Obama the best political orato

Barack Obama. Photo credit: Wikimedia Commons

Obama the best political orator of the decade, Ardern tops in 2020

Young Kiwi Prime Minister judged most eloquent world leader this year. Obama is the best of the decade.

Obama the best political orato

Barack Obama. Photo credit: Wikimedia Commons

Former US President Barack Obama is the most eloquent and effective communicator of the last decade among world leaders, according to a newly released study.

No surprise there, given that the Internet is full of tips and videos on public speaking that use Obama as their role model. Descriptions such as “one of the greatest living communicators” abound when talking about the former president who held office from 2012-2017.

Experts analysed 100 hours of footage

According to the study released this week by UK-based Development Academy wing of Acuity Training, its experts were near-unanimous in declaring Obama as the best over the past 10 years.

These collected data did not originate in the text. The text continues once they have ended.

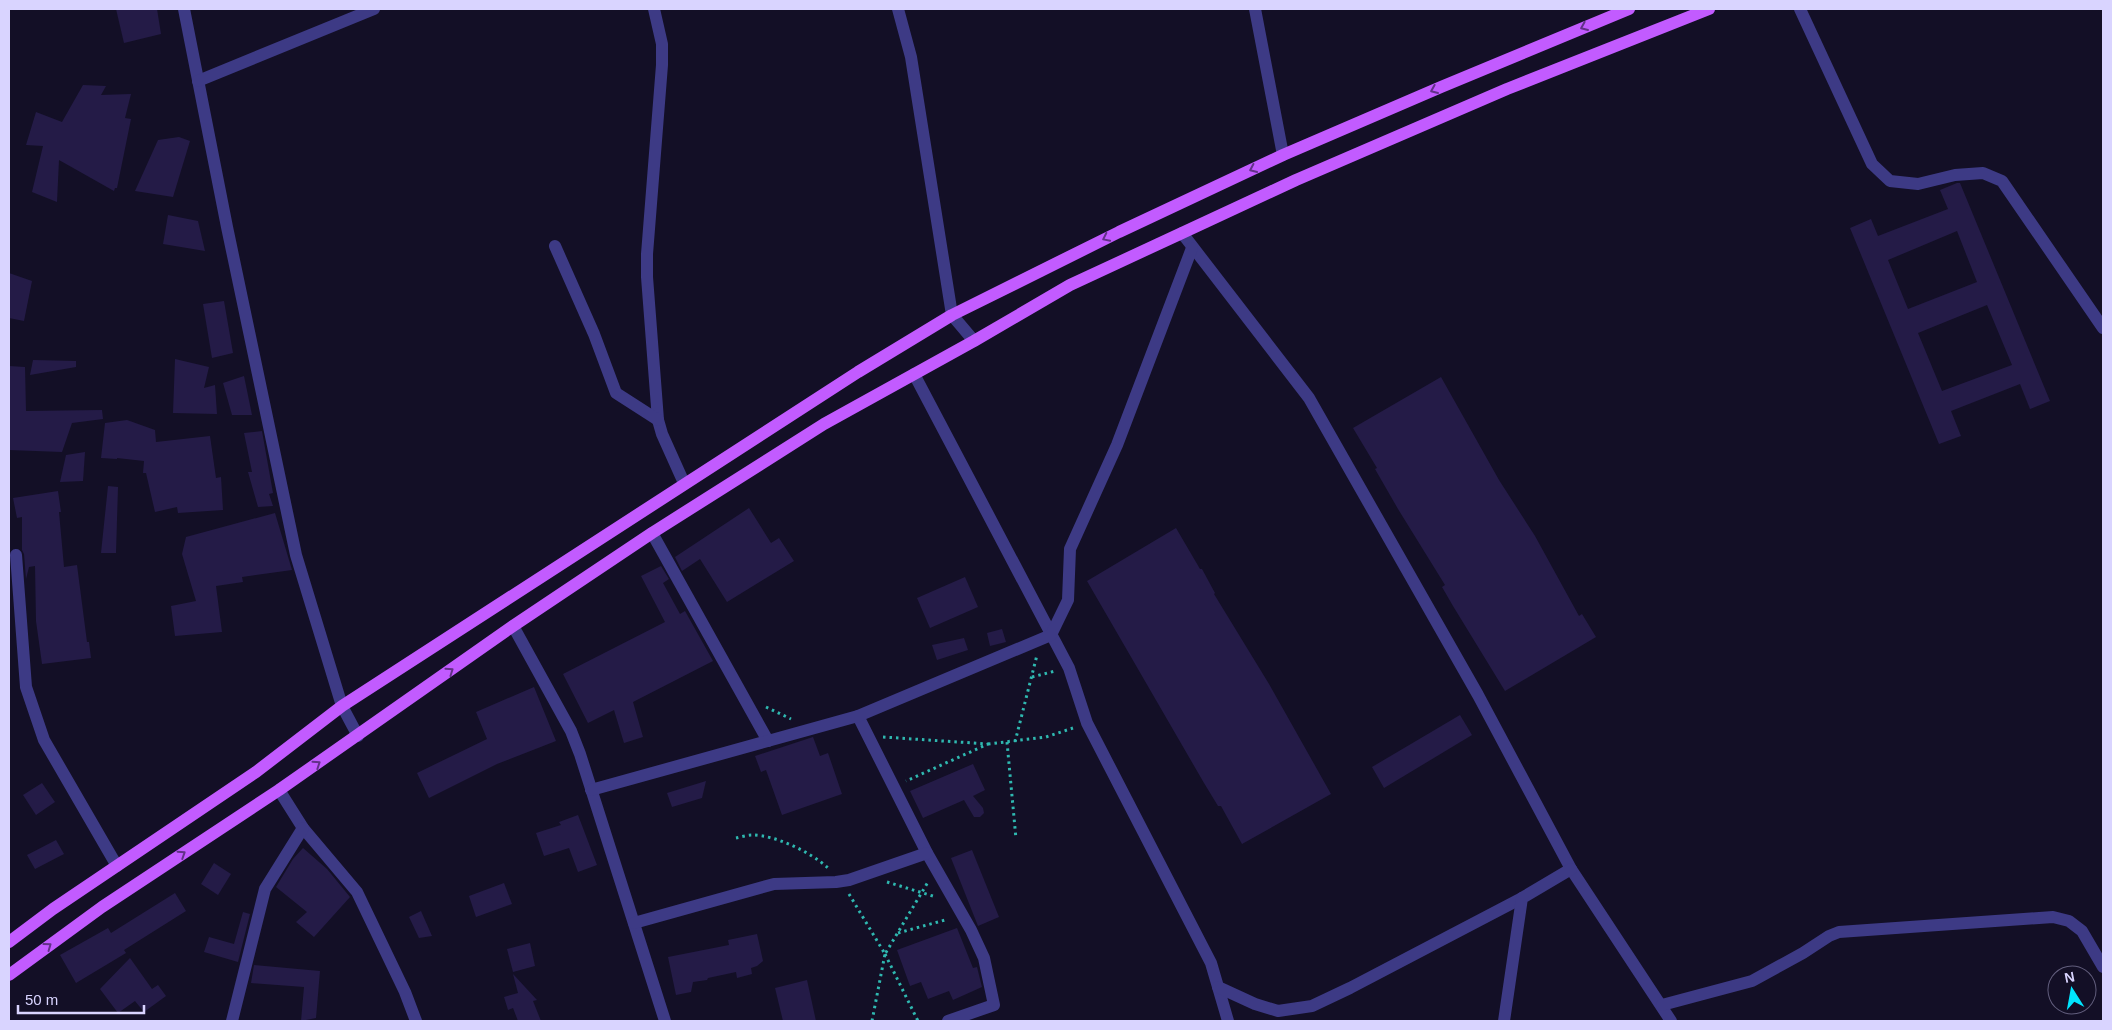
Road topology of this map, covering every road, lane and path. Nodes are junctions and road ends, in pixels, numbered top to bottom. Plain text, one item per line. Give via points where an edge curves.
1 (184, 9) edge
2 (374, 9) edge
3 (654, 9) edge
4 (898, 9) edge
5 (1255, 9) edge
6 (1629, 9) edge
7 (1709, 9) edge
8 (1800, 9) edge
9 (198, 82) junction
10 (1283, 155) junction
11 (1182, 233) junction
12 (555, 246) dead end
13 (1192, 248) junction
14 (952, 315) junction
15 (2103, 328) edge
16 (974, 341) junction
17 (914, 374) junction
18 (658, 420) junction
19 (684, 483) junction
20 (652, 533) junction
21 (16, 555) dead end
22 (513, 626) junction
23 (1046, 637) junction
24 (1069, 668) junction
25 (1032, 677) junction
26 (743, 695) junction
27 (342, 706) junction
28 (858, 716) junction
29 (796, 720) dead end
30 (1087, 723) junction
31 (358, 736) junction
32 (868, 736) junction
33 (768, 741) junction
34 (1007, 742) junction
35 (1015, 742) junction
36 (988, 744) junction
37 (894, 787) junction
38 (279, 790) junction
39 (591, 790) junction
40 (303, 828) junction
41 (736, 838) dead end
42 (1016, 839) dead end
43 (927, 853) junction
44 (117, 866) junction
45 (936, 869) junction
46 (1571, 869) junction
47 (842, 881) junction
48 (1522, 898) junction
49 (945, 920) dead end
50 (634, 924) junction
51 (898, 933) junction
52 (9, 942) edge
53 (885, 954) junction
54 (2103, 967) edge
55 (9, 975) edge
56 (1218, 987) junction
57 (1662, 1005) junction
58 (232, 1021) edge
59 (416, 1021) edge
60 (665, 1021) edge
61 (872, 1021) edge
62 (918, 1021) edge
63 (948, 1021) edge
64 (1228, 1021) edge
65 (1504, 1021) edge
66 (1672, 1021) edge

1 - 9 street
2 - 9 street
3 - 18 street via 662,44 662,65 647,278
4 - 14 street via 911,57
5 - 10 street
6 -> 10 main road
7 - 11 main road via 1507,89
8 - 15 street via 1872,164 1890,181 1918,184 1955,175 1983,173 2002,181
9 - 27 street via 296,555
10 -> 14 main road
11 - 13 street
11 - 16 main road via 1070,285
12 - 18 street via 616,393
13 - 23 street via 1117,445 1070,549 1068,600
13 - 46 street via 1309,398 1481,701
14 - 16 street
14 - 19 main road
16 - 17 main road
17 - 20 main road via 824,424
17 - 23 street
18 - 19 street
19 - 27 main road
20 - 22 main road
20 - 26 street
21 - 44 street via 26,687 36,719 44,740
31 -> 22 main road
22 - 39 street via 571,731
23 - 24 street
23 - 25 path
23 - 28 street
24 - 25 path
24 - 30 street
25 - 35 path
26 - 29 path via 788,719
26 - 33 street
27 - 31 street
27 - 44 main road via 256,772
28 - 32 street
28 - 33 street
30 - 35 path via 1046,737
30 - 56 street via 1211,963
38 -> 31 main road
32 - 36 path
32 - 37 street
33 - 39 street
34 - 35 path
34 - 36 path
34 - 42 path
36 - 37 path
37 - 43 street
38 - 40 street
55 -> 38 main road via 102,907
39 - 50 street
40 - 58 street via 265,889
40 - 59 street via 357,892
41 - 47 path via 752,836 788,844 825,865
43 - 45 street
43 - 47 street
44 - 52 main road
45 - 51 path
45 - 63 street via 984,958 994,1004
46 - 48 street
46 - 57 street
47 - 50 street via 774,884
47 - 53 path
48 - 56 street via 1312,1006 1278,1011
48 - 65 street
49 - 51 path
50 - 60 street
51 - 53 path
53 - 61 path
53 - 62 path
54 - 57 street via 2082,931 2069,921 2053,917 1839,932 1752,981
56 - 64 street
57 - 66 street

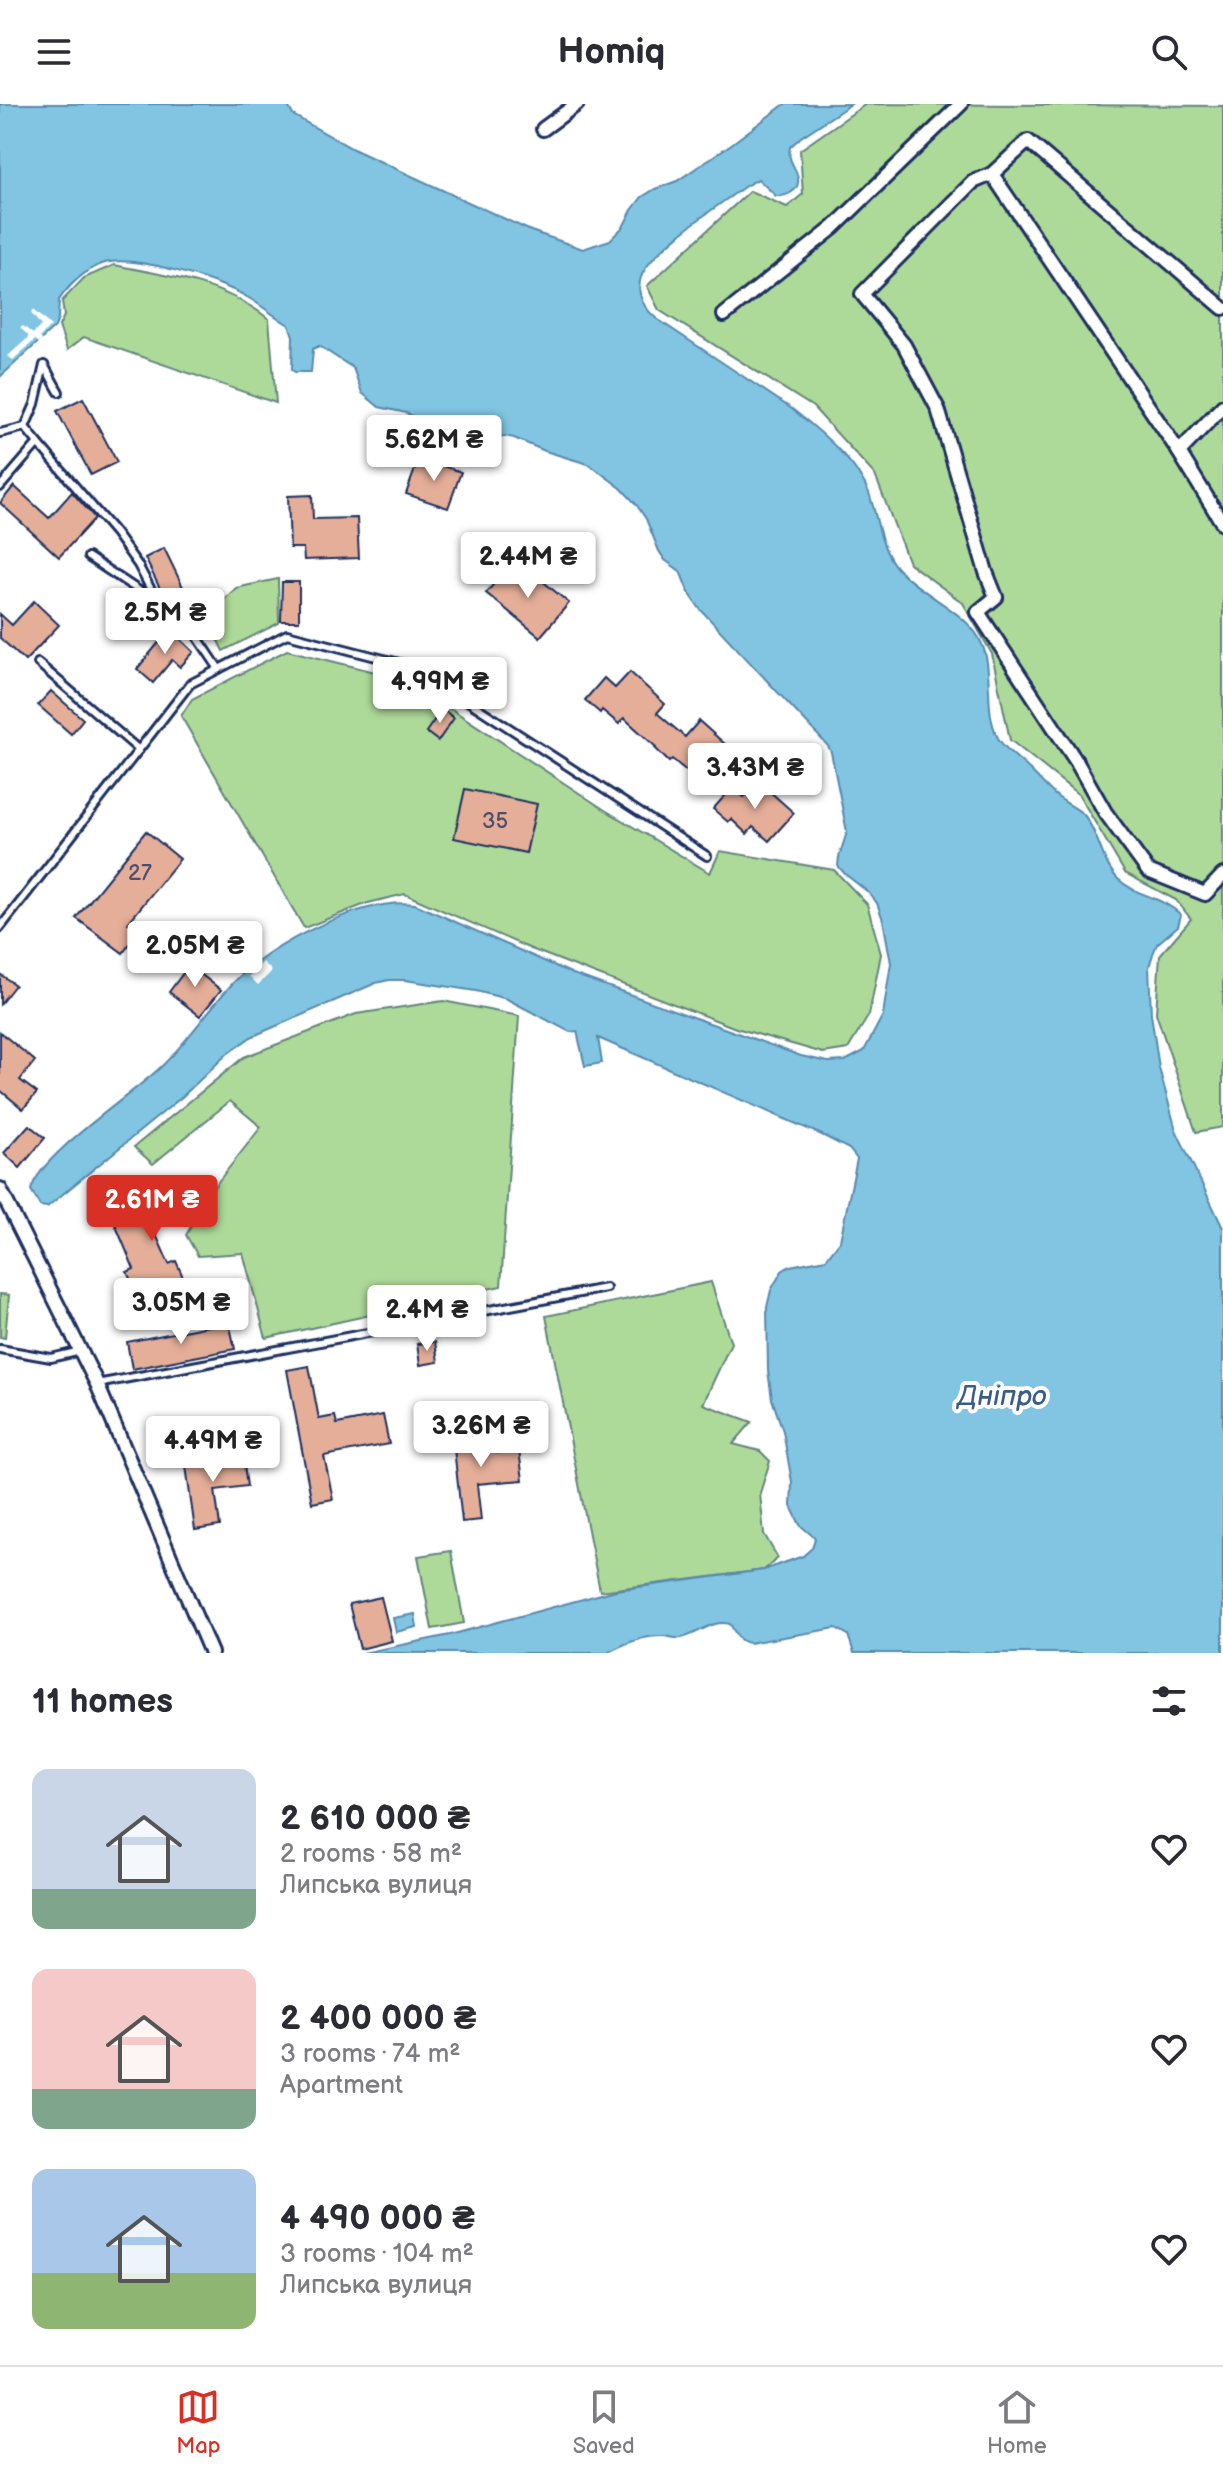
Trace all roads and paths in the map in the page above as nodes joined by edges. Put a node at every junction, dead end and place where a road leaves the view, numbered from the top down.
1 (577, 104) edge
2 (961, 104) edge
3 (543, 129) dead end
4 (992, 174) junction
5 (1223, 308) edge
6 (724, 315) dead end
7 (59, 392) dead end
8 (1223, 406) edge
9 (25, 427) junction
10 (0, 433) edge
11 (38, 443) junction
12 (1179, 452) junction
13 (0, 487) edge
14 (1223, 524) edge
15 (88, 557) dead end
16 (158, 603) junction
17 (38, 663) dead end
18 (219, 669) junction
19 (139, 750) junction
20 (707, 856) dead end
21 (1223, 875) edge
22 (0, 928) edge
23 (0, 1189) edge
24 (606, 1288) dead end
25 (0, 1349) edge
26 (81, 1351) junction
27 (97, 1384) junction
28 (211, 1653) edge

1 - 3 street
2 - 6 street
4 - 5 street
4 - 12 street
4 - 21 street
7 - 9 lane
8 - 12 street
9 - 10 lane
9 - 11 lane
11 - 13 lane
11 - 16 lane
12 - 14 street
15 - 16 lane
16 - 18 lane
17 - 19 lane
18 - 19 lane
18 - 20 lane
19 - 22 lane
23 - 26 street
24 - 27 lane
25 - 26 lane
26 - 27 street
27 - 28 street

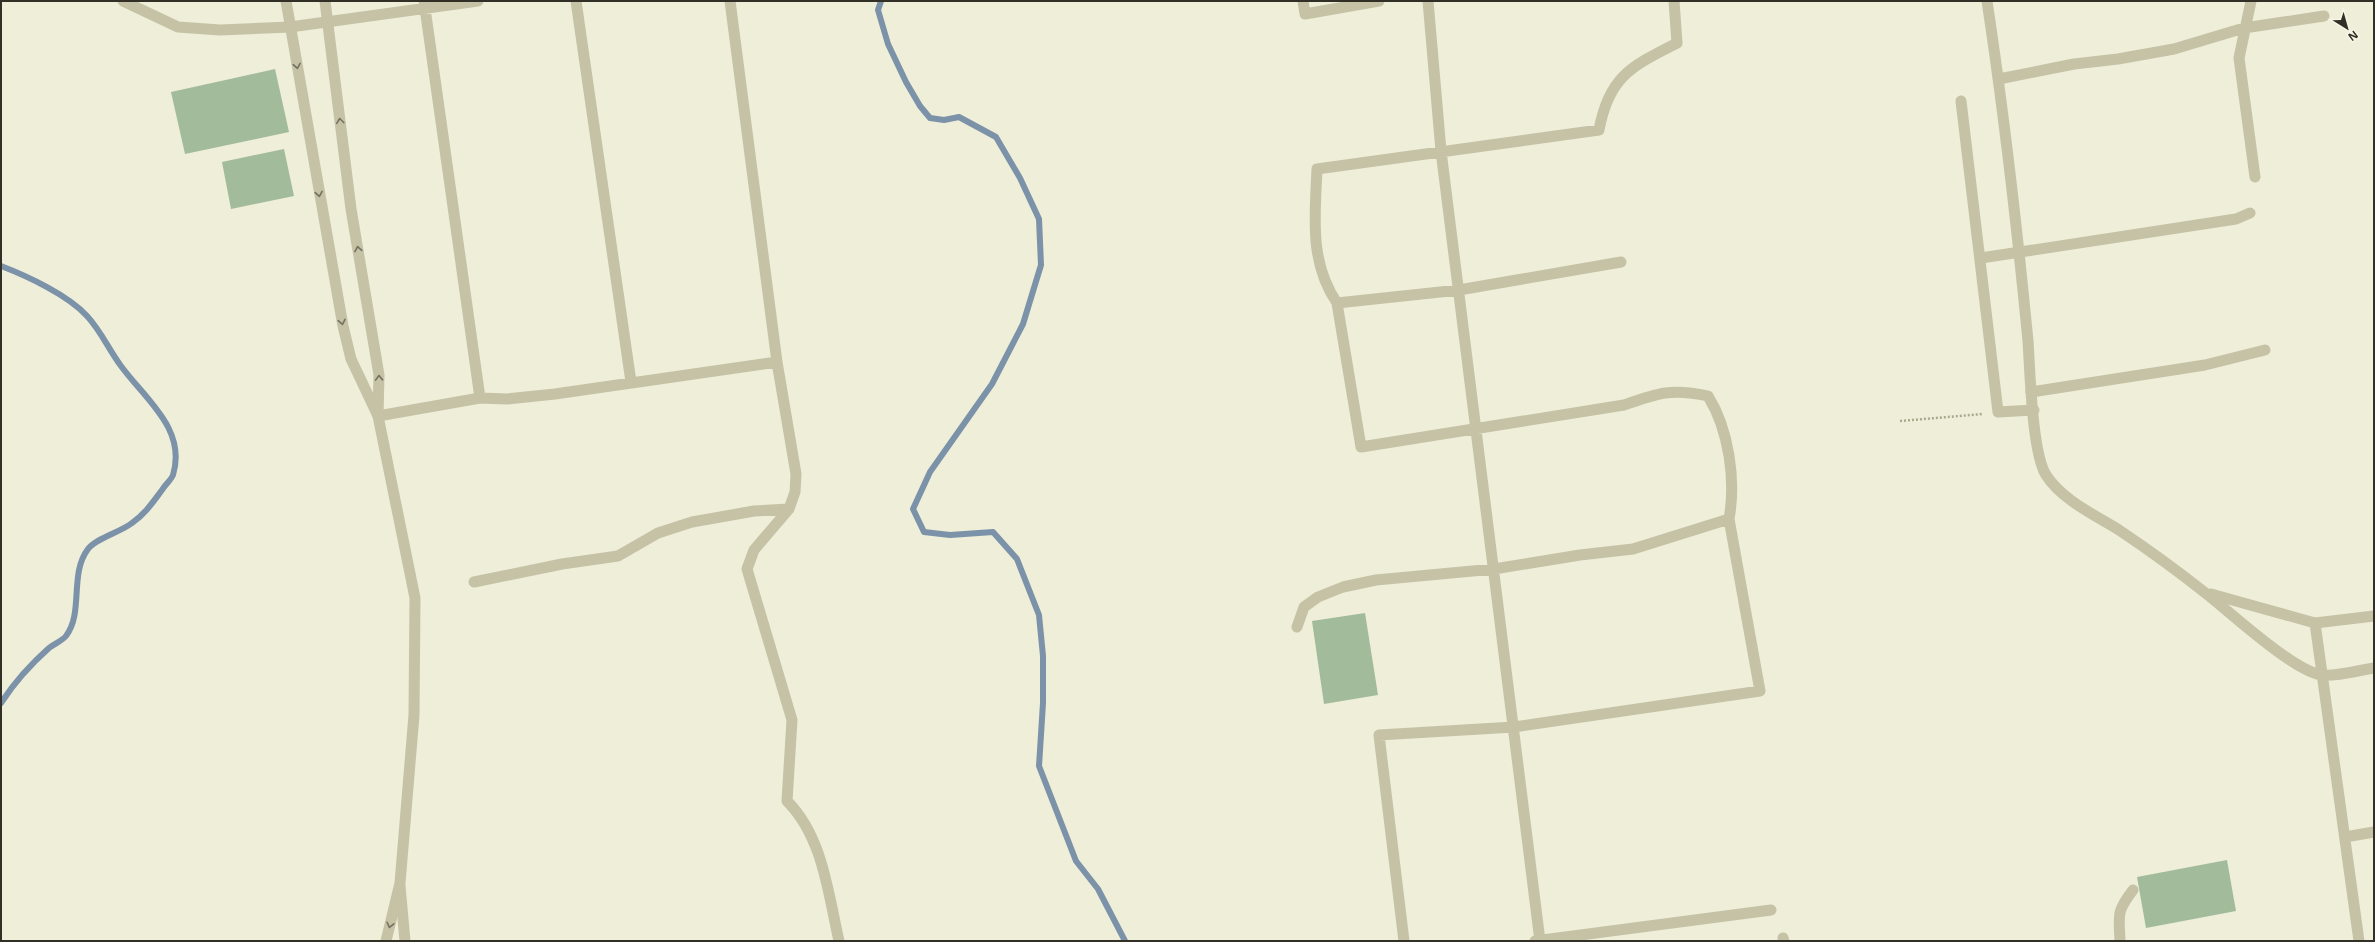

But who is the best among the current crop of elected world leaders when it comes to effective oration?

To compile the 2020 list, the experts analysed more than 100 hours of footage from press conferences, assemblies, political events and other public appearances over the last 12 months.

Did Donald Trump crack the list?

Could it be current US President, Donald Trump, given that he seems ever-willing to voice his opinion on any manner of topic?

Not even close, says the study. I fact, The Donald doesn’t even make the top 10 list.

The experts say Trump has a “thinking-out-loud approach” and “reacts to questions before he has given himself time to think and offer appropriate answers”.

Donald Trump. Photo credit: Wikimedia Commons

“He will often jump to a new topic before concluding the previous one, causing his audience to lose interest or become frustrated.

“His overuse of metaphors and analogies is confusing for many, and he occasionally slurs on words,” they observed.

And what about Bad-Hair Boris?

Then what about that other great exponent of the Bad Hair Day, UK Prime Minister Boris Johnson?

He’s another also-ran. While the study acknowledges he has made “noticeable improvements since becoming Prime Minister”, the British PM still has a way to go.

The Academy said Johnson is a “unique public speaker” who has a tendency to “mutter or waffle” and his “use of odd or obscure references often left people confused about his message”.

NZ’s young female PM is the best

So the leaders of two of the most influential nations on earth are either slurrers of words or incurable wafflers.

Who then, does inspire and enthuse with their words?

It turns out to be the leader of one of the world’s smaller nations – Jacinda Ardern, the Prime Minister of New Zealand.

She was youngest PM in 150 years

Jacinda Ardern. Photo credit: Wikimedia Commons

The 40-year-old mother of a two-year-old daughter came to power in 2017 as the youngest New Zealand PM in 150 years.

She gained widespread praise for her handling of the deadly 2019 mosque attack that killed and injured around 100 people and also her handling of the country’s COVID-19 crisis this year.

“Jacinda Ardern employs an empathetic leadership style very effectively,” the study said.

“She challenges the common perception that emotional communication shows weakness, instead choosing to approach the public with a softer, emotionally mature touch which makes her very relatable.”

Germany’s Merkel is at number two

Second on the list of most eloquent leaders is also a female, Angela Merkel, Chancellor of Germany.

“Angela Merkel has received high praise for her handling of the coronavirus, in particular her crisis communication skills, and this is well deserved,” the experts said.

“She is direct, calm and controlled. She projects confidence and experience at a time that this is in short supply, by keeping gestures to a minimum and her tone of voice even.”

The other world leaders in the top 10 are, in order of listing: Narendra Modi, Prime Minister of India; Justin Trudeau, Prime Minister of Canada; Nicola Sturgeon, First Minister of Scotland; Mette Frederiksen; Prime Minister of Denmark; Emmanuel Macron, President of France; Erna Solberg, Prime Minister of Norway; Giuseppe Conte, Prime Minister of Italy; and Scott Morrison, Prime Minister of Australia.